@rh-ai-bu/ts-nvml

v0.1.0

Published

14 days ago

TypeScript bindings for NVIDIA Management Library (NVML)

0High
0Medium
0Low

guimou-rh

nvidia nvml gpu monitoring ffi typescript cuda

ts-nvml

TypeScript bindings for NVIDIA Management Library (NVML) using Koffi FFI.

Overview

ts-nvml provides direct access to NVIDIA GPU monitoring capabilities from Node.js, replacing the need to spawn nvidia-smi processes and parse text output. This results in significantly better performance for GPU monitoring applications.

Features

Direct FFI bindings to libnvidia-ml.so
Full TypeScript support with comprehensive types
Result-based error handling (no exceptions for expected failures)
Zero external runtime dependencies (Koffi is the only dependency)
Matches the API style of NVIDIA go-nvml

Documentation

For complete API documentation with all functions, types, enums, and examples, see docs/API.md.

Requirements

Node.js >= 22.0.0
Linux with NVIDIA GPU and drivers installed
libnvidia-ml.so.1 available (installed with NVIDIA drivers)

Installation

npm install ts-nvml

Quick Start

import { Nvml, unwrap } from 'ts-nvml';

// Initialize NVML (required before any operations)
Nvml.init();

// Get device count
const count = Nvml.getDeviceCount();
console.log(`Found ${count} GPU(s)`);

// Query a specific device
const device = Nvml.getDevice(0);
const name = unwrap(device.getName());
const memory = unwrap(device.getMemoryInfo());
const temp = unwrap(device.getTemperature());

console.log(`GPU: ${name}`);
console.log(`Memory: ${Number(memory.used) / 1e9} / ${Number(memory.total) / 1e9} GB`);
console.log(`Temperature: ${temp}°C`);

// Always shutdown when done
Nvml.shutdown();

NVML Lifecycle Management

When to Initialize and Shutdown

NVML is designed to be initialized once and kept running for the lifetime of your application. You do not need to call init() and shutdown() for each query.

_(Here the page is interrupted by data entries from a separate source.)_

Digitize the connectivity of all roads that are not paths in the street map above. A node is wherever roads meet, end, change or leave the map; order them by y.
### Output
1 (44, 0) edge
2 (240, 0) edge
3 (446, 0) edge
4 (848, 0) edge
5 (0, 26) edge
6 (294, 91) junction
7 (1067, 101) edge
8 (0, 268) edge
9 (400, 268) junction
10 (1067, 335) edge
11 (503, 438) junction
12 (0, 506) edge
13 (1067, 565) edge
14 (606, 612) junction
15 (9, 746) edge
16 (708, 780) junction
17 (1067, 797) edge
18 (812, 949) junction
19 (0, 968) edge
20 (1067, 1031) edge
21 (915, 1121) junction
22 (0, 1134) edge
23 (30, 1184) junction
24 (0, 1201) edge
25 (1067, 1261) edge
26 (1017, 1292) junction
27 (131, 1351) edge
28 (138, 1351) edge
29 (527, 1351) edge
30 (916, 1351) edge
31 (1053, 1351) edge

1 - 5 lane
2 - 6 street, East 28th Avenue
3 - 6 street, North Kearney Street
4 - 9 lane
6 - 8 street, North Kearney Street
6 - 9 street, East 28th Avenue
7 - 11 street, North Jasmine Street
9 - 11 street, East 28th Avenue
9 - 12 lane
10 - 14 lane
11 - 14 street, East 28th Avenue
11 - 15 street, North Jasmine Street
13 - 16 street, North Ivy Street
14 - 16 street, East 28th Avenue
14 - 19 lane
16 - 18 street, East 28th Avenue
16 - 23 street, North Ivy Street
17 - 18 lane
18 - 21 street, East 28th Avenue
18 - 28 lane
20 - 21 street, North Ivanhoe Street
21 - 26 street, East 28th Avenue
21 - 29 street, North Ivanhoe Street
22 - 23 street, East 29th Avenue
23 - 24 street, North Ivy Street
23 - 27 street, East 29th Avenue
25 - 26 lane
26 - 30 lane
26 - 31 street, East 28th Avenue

For long-running services (backends, monitoring daemons):

import { Nvml, unwrap } from 'ts-nvml';

// Initialize once at startup
Nvml.init();

// Register cleanup for graceful shutdown
process.on('SIGINT', () => {
  Nvml.shutdown();
  process.exit();
});
process.on('SIGTERM', () => {
  Nvml.shutdown();
  process.exit();
});

// Poll as often as needed - no init/shutdown required
setInterval(() => {
  const statuses = unwrap(Nvml.getAllGpuStatus());
  // ... use statuses
}, 5000);

For one-off scripts:

Nvml.init();
try {
  // ... do work
} finally {
  Nvml.shutdown();
}

Why Keep NVML Initialized?

Performance: init() and shutdown() each take ~1-2ms. Calling them repeatedly adds unnecessary overhead.
Design: NVML maintains internal state and is designed for persistent usage.
Concurrency: The library handles concurrent queries safely when initialized.

When to Call Shutdown

Process exit (SIGINT, SIGTERM, beforeExit)
Graceful application shutdown
When you truly won't need GPU queries anymore

Shutdown releases resources and should always be called before your process exits to ensure clean cleanup.

API Reference

Initialization

// Initialize NVML library
Nvml.init(): void

// Shutdown NVML and release resources
Nvml.shutdown(): void

// Check if initialized
Nvml.isInitialized(): boolean

System Queries

// Get number of GPUs
Nvml.getDeviceCount(): number

// Get all devices
Nvml.getAllDevices(): Device[]

// Get device by index (0-based)
Nvml.getDevice(index: number): Device

// Get device by UUID
Nvml.getDeviceByUUID(uuid: string): Device

// Get driver and version information
Nvml.getDriverInfo(): Result<DriverInfo>
// Returns: { driverVersion, nvmlVersion, cudaVersion }

// Get complete system snapshot
Nvml.getSystemSnapshot(): Result<SystemSnapshot>
// Returns: { timestamp, driver, gpus, processes }

Device Queries

All device methods return Result<T> to handle potential failures gracefully.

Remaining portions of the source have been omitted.